18.11.2016: Erzählcafé "Deine Heimat, meine Heimat"

Viel wird über "die Flüchtlinge" gesprochen. Da ist es doch an der Zeit, auch mal von ihnen zu hören und mit ihnen ins Gespräch zu kommen. Im Erzählcafé, organisiert von der VHS Unterland in Abstatt und dem AK Asyl Abstatt, berichteten Rami, Yousef und Tony, drei junge Männer aus Syrien, von ihrem Verständnis von Heimat, von ihrem Ankommen in Deutschland und von ihren Träumen. VHS-Direktorin Frau Huth führte in das Thema Heimat ein und Frau Pester vom Arbeitskreis Asyl las ergänzend aus literarischen Texten zum Thema Heimat.

"Heimat ist ein Gefühl"
Viele Gemeinsamkeiten gab es zu entdecken, besonders bei der Frage, was Heimat bedeute. Der 21-jährige Rami sagte, für ihn sei Heimat mehr ein Gefühl als ein Ort. Genauso empfinden viele der über 20 Zuhörer/innen. Gerüche, Geräusche, Rituale, aber auch die Landschaft, und ganz wichtig natürlich die Familie und die Freunde, all das macht Heimat aus.
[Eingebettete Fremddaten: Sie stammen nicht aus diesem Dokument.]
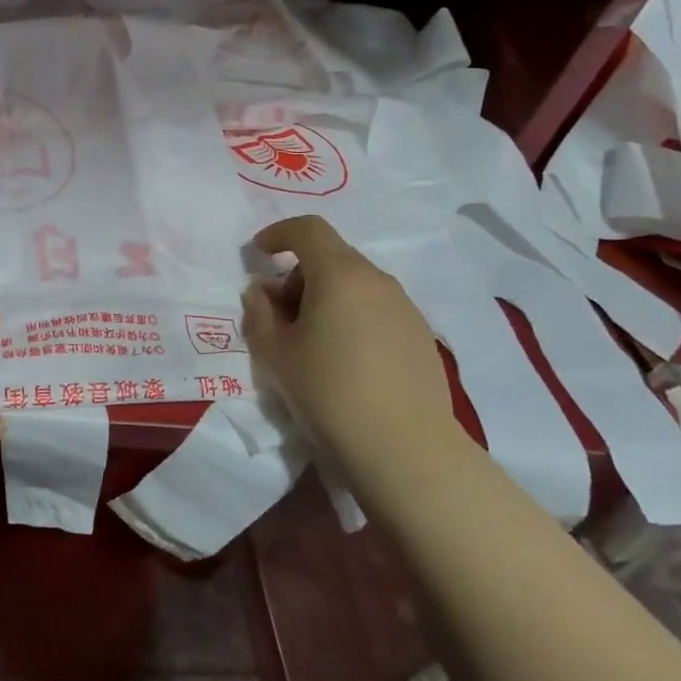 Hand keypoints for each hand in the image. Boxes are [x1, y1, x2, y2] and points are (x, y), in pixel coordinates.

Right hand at [241, 215, 464, 491]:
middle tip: (279, 314)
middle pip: (332, 257)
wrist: (406, 450)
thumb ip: (259, 313)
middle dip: (299, 275)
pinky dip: (353, 317)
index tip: (258, 254)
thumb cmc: (329, 392)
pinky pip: (377, 310)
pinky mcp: (421, 336)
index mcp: (340, 274)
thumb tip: (261, 291)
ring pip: (356, 284)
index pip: (308, 229)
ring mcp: (405, 308)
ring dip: (326, 297)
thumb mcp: (275, 353)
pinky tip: (345, 361)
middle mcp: (377, 280)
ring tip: (311, 342)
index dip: (278, 234) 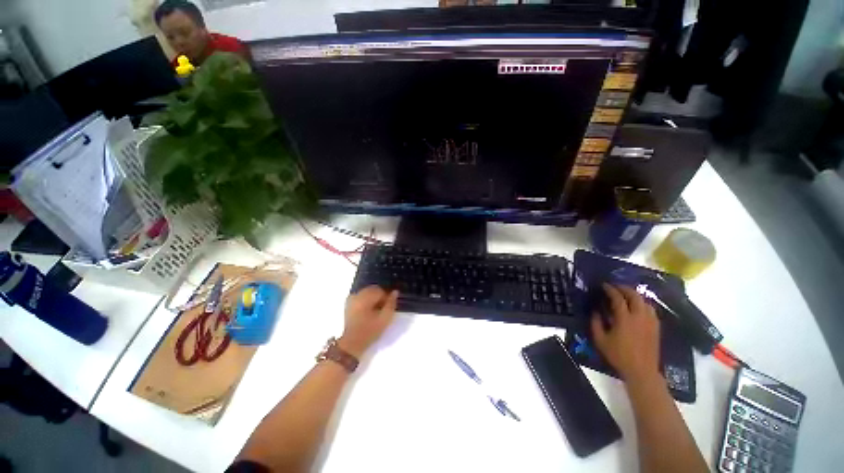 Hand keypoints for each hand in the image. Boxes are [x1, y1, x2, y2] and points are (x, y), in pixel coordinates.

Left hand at [339, 285, 398, 357]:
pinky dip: (366, 299)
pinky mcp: (348, 304)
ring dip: (373, 297)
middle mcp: (357, 295)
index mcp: (366, 297)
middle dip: (379, 295)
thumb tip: (395, 292)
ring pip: (366, 292)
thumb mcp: (385, 318)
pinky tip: (368, 310)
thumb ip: (391, 303)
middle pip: (373, 289)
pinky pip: (360, 296)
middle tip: (383, 308)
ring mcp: (351, 299)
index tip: (389, 306)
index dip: (387, 297)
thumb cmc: (370, 331)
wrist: (352, 343)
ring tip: (376, 309)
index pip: (380, 290)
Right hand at [591, 283, 660, 384]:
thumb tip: (595, 311)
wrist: (641, 371)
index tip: (604, 285)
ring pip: (645, 302)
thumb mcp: (600, 340)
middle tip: (615, 287)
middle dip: (624, 288)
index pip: (618, 298)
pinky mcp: (656, 327)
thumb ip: (596, 323)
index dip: (610, 289)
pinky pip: (651, 310)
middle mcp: (639, 317)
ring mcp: (650, 322)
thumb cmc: (618, 355)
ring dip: (635, 296)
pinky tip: (638, 308)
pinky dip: (643, 304)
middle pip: (635, 296)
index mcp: (624, 319)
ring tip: (626, 295) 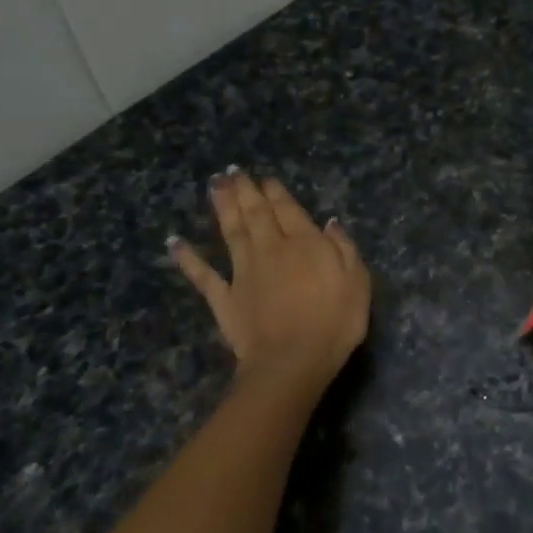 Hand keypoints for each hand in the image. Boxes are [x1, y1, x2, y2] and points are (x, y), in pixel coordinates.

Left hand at [171, 170, 370, 388]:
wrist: (293, 361)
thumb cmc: (334, 323)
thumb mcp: (357, 283)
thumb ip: (344, 249)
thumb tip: (330, 224)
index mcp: (305, 244)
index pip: (288, 210)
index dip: (275, 192)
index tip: (265, 178)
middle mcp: (271, 249)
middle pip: (255, 213)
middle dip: (244, 190)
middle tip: (232, 171)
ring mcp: (244, 272)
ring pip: (231, 232)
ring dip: (222, 207)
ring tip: (213, 185)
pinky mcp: (225, 297)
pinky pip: (203, 274)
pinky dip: (188, 258)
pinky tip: (175, 242)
Rami lebt seit rund 1 1/2 Jahren hier mit seiner Frau, sie haben eine 2 Monate alte Tochter und hoffen, sich hier bald noch heimischer zu fühlen.

Aber auch Unterschiede wurden beschrieben: In Deutschland dauere es sehr lange, bis man einen engen Kontakt zu Nachbarn entwickelt oder Freunde findet. In Syrien kenne und grüße man eigentlich jeden und komme sehr schnell in Kontakt. Hier sei das so viel schwieriger.  
Bestätigung bekamen sie von Zugezogenen, die aus anderen Bundesländern hierhergekommen sind und sich auch zunächst fremd in Abstatt gefühlt haben. "Wenn man aber Freunde gefunden hat, sind es wirklich Freunde fürs Leben, die immer für einen da sind!", sagte eine der Teilnehmerinnen, "ihr müsst nur Geduld haben."

Träume
Gefragt nach den Träumen antwortete Rami, dass er das B2-Niveau erreichen und dann eine Ausbildung zum Krankenpfleger machen möchte. "Ich habe hier so viel Unterstützung bekommen, besonders vom AK Asyl, jetzt möchte ich etwas davon zurückgeben, an alte Menschen, die auch Hilfe brauchen." Yousef wird studieren, er hat bereits eine Zulassung der DHBW. Auch Tony aus Homs hofft, hier studieren zu können. Noch wartet er auf sein zweites Interview beim BAMF und die Anerkennung. Alle drei möchten einfach in Frieden und Freiheit leben können.

Deutsch vs. Schwäbisch
Die Deutschkenntnisse der drei Syrer sind verblüffend gut, sie haben unter anderem an der VHS fleißig gelernt und üben bei jeder Gelegenheit. Ob sie denn auch das Schwäbische verstehen, wollte eine Zuhörerin wissen? "A bissle", antwortet Yousef und lacht. Am Ende war es ein heiterer und zugleich nachdenklich stimmender Abend.